A versão da história segundo João Pinheiro é bem diferente. Ele, que chegou a ir à Rússia em 2012, viu-se obrigado, para isso, a valer-se de uma série de estratagemas para o conseguir. “Tive de dizer que ia visitar um amigo, e foi ele que me levou à cidade de Alexandra”, recorda, agora, ao telefone com a VISÃO, a propósito da visita que lhe fez esse ano. “Noutra ocasião, chegaram a dar-me o visto. Mas depois fui notificado pela embaixada que não iria ser autorizado a embarcar. Tornei-me uma espécie de persona non grata.”
Natália gostava ainda de dizer que a família Pinheiro prometia muito, mas fazia pouco. “Comprometeram-se a enviar dinheiro para comprar um vestido para a Sandra levar à festa de finalista do infantário, mas nada”. João Pinheiro replica que sempre ajudou no que lhe pediam, mas que Natália gastava tudo em vinho: “Foi por isso que passei a enviar o dinheiro, e também o telemóvel com que falo com a Alexandra, para o Alexei”, diz à VISÃO. Alexei, entretanto, separou-se de Natália, e é agora ex-padrasto da miúda, mas ao longo destes anos acabou por se revelar um bom amigo do pai português e um elo seguro entre Barcelos e Prechistoe.
O dinheiro enviado ou por enviar não são os únicos diferendos no discurso de uns e outros. Natália não demorou a apregoar que a miúda já falava perfeitamente russo e se esquecera do português. Já o pai Pinheiro assegura que, ao longo destes anos, Alexandra lhe continua a garantir que não só não quer esquecer a língua portuguesa como quer melhorar o discurso. “Até lhe mandei um dicionário, para ela ir treinando, em vez de se socorrer só dos sites de tradução. Esses vão servindo só para nos ajudarem com as mensagens que trocamos.”
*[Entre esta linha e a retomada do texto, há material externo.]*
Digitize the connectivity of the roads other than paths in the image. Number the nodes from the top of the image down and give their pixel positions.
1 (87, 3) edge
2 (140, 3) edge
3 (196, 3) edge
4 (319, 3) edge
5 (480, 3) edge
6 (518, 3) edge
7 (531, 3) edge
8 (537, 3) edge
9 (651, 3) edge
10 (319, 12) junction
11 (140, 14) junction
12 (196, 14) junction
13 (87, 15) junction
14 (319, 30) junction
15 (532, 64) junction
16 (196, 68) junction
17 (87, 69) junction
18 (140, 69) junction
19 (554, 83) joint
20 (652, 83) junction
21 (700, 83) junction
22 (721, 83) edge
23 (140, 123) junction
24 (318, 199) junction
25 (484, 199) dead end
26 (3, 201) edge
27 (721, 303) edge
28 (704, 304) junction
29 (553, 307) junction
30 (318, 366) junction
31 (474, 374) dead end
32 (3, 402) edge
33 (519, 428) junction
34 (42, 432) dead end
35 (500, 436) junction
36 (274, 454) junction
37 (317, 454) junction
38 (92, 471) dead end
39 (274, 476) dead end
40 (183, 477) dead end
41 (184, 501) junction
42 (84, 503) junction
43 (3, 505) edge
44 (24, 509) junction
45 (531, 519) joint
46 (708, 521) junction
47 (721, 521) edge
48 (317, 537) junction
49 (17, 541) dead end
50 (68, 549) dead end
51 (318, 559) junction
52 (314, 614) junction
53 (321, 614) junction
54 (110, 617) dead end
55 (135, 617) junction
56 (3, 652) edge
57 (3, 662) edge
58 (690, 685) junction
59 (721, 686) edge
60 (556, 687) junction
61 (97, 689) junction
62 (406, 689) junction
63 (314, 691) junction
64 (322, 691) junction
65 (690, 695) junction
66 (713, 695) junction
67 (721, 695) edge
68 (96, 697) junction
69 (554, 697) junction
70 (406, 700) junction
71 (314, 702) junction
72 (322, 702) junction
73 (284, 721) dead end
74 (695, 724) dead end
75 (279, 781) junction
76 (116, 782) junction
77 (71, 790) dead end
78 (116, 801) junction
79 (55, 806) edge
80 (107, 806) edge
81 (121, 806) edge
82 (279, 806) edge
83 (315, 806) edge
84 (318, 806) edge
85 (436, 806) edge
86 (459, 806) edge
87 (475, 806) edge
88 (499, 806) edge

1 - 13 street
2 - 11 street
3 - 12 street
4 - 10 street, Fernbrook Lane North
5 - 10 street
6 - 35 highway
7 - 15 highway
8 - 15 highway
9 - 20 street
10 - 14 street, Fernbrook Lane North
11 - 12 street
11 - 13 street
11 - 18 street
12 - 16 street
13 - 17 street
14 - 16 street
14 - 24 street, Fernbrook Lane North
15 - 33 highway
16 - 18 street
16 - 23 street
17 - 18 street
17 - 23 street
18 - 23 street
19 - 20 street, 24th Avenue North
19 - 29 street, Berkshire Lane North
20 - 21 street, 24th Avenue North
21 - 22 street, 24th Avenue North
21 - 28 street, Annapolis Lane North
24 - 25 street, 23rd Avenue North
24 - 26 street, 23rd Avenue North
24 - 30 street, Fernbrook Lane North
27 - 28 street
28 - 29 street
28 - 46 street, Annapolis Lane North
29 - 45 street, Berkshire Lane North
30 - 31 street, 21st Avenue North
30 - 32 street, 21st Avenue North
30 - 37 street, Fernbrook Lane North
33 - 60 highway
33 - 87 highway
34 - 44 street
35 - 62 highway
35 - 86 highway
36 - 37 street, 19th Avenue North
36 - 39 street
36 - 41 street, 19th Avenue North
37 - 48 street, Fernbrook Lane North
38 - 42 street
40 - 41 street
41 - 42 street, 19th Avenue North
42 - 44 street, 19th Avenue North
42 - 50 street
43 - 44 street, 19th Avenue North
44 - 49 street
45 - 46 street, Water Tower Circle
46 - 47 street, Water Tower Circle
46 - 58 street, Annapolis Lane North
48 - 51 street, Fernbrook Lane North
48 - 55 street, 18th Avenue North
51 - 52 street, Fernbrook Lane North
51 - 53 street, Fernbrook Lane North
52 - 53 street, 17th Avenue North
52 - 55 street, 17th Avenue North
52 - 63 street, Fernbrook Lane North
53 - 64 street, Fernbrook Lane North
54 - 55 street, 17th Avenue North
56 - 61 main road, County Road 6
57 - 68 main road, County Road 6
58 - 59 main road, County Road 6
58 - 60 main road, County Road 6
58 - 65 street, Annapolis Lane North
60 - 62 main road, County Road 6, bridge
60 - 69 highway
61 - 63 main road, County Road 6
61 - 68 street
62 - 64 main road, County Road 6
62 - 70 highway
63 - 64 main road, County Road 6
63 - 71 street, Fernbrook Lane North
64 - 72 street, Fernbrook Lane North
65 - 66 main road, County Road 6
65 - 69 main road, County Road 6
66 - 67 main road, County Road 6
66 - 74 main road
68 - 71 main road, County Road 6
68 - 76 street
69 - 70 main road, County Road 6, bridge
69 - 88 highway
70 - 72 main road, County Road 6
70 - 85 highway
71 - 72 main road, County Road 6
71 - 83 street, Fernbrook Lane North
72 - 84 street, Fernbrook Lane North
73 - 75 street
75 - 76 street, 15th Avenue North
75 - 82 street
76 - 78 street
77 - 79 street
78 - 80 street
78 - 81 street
“Ó pai, luta! Não lhes dês descanso”
As últimas notícias de jornal sobre Alexandra datam de 2014, cinco anos depois de ter deixado Portugal. De acordo com o canal local de televisão Perviy Yaroslavskiy, Natália arranjara emprego como costureira numa fábrica de confeções e Alexei, o então padastro, numa serração de madeiras. Ao mesmo tempo, também se normalizavam as relações da família com as autoridades locais. Alexandra já começara a escola e, jurava a avó da menina, tudo corria bem. Ao que dizia a diretora da Secundária local, tratava-se de uma garota alegre, ativa e com excelentes notas. “A melhor aluna que um professor pode ter”.
Mas hoje, fim de março de 2019, João Pinheiro sabe bem que estas versões para russo, ou melhor, para português ver, estão muito longe da realidade. “A mãe mudou-se para Moscovo e não está nada bem. Alexandra ficou ao cuidado da avó.” E é por tudo isto que, acrescenta, foi possível manter viva a esperança de a ter novamente em casa – e muito em breve. “O nosso desejo agora era que pudesse vir em agosto de férias…” E, acredita, nem falta muito para a mudança ser definitiva, já que Alexandra sempre lhe prometeu que quando fizer 18 anos estará de volta. “Dizia-me ‘ó pai, luta, não lhes dês descanso’. E eu, quando me meto numa batalha, vou até ao fim.”